The neo-Communist insurgents have support in the Chinese military and police which may explain why the Chinese civilian leadership is executing sweeping changes among its military leaders—reported by the Wall Street Journal October 24—just a week before the new political leadership is officially chosen. The neo-Communist sympathizers in the Chinese military may not know the role of the People's Liberation Army in ending Mao's famine. It was Marshal Peng Dehuai, the minister of defense and one of the country's most senior generals, who first publicly challenged at the Lushan Conference in 1959 Mao's delusional view of the success of his economic plan. He reported that there was widespread starvation in the rural areas as a result of Mao's policies which led to Peng being purged of his positions. Jasper Becker writes in his remarkable book Hungry Ghosts that one of the factors that forced Mao to change course in 1962 was unrest in the People's Liberation Army and fear of a coup as soldiers were blaming Mao for starvation in their home villages and of their families.

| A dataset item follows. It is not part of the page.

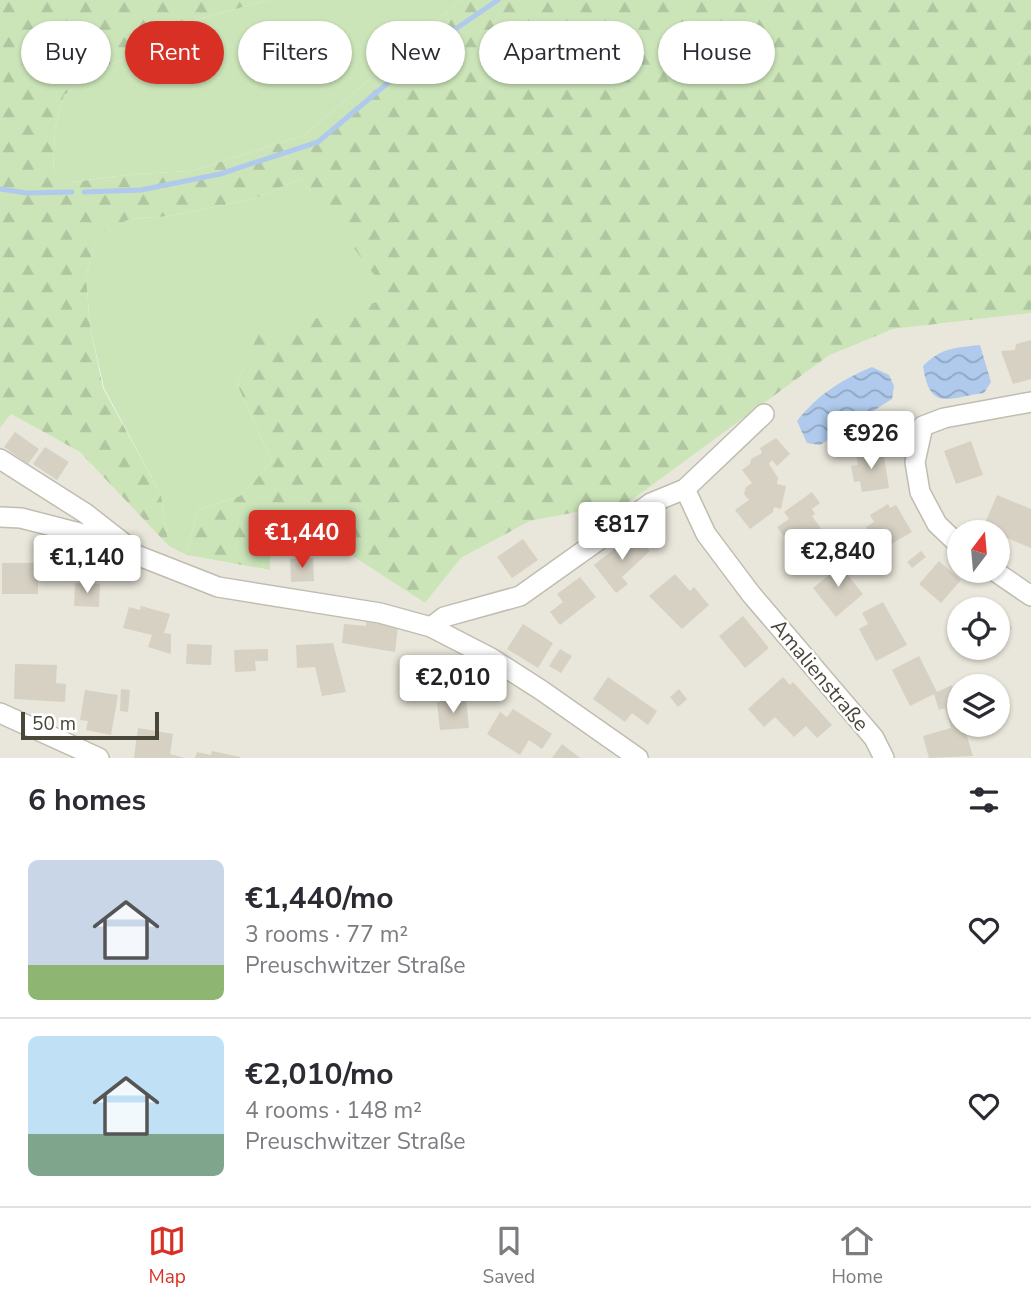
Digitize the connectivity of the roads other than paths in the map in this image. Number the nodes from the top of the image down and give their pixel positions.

Political leaders in any system fear popular unrest particularly when it threatens the stability of the state (and of their own power). In a country with flawed or underdeveloped institutions—which China suffers from despite its extraordinary rate of economic growth—the risk of popular unrest mutating into violent upheavals is particularly great. Historically, widespread food insecurity mutating into mass starvation has often led to political revolutions: Any state is at risk when it fails to ensure its own people eat. If the Chinese economy continues to slow over the next few years and unemployment rises too much and too rapidly—and given there is a limited Chinese social safety net to feed a hungry population—the risk of uprisings in China is not as farfetched as some may think, and then the military may intervene in unpredictable ways as it threatened to do in China in the early 1960s. Or the new generation of technocratic leadership under pressure may become more aggressive in their foreign and defense policies to satisfy the rising Neo-Communist movement. The Neo-Communist insurgency may have lost the first battle for China's future, but it will not be the last.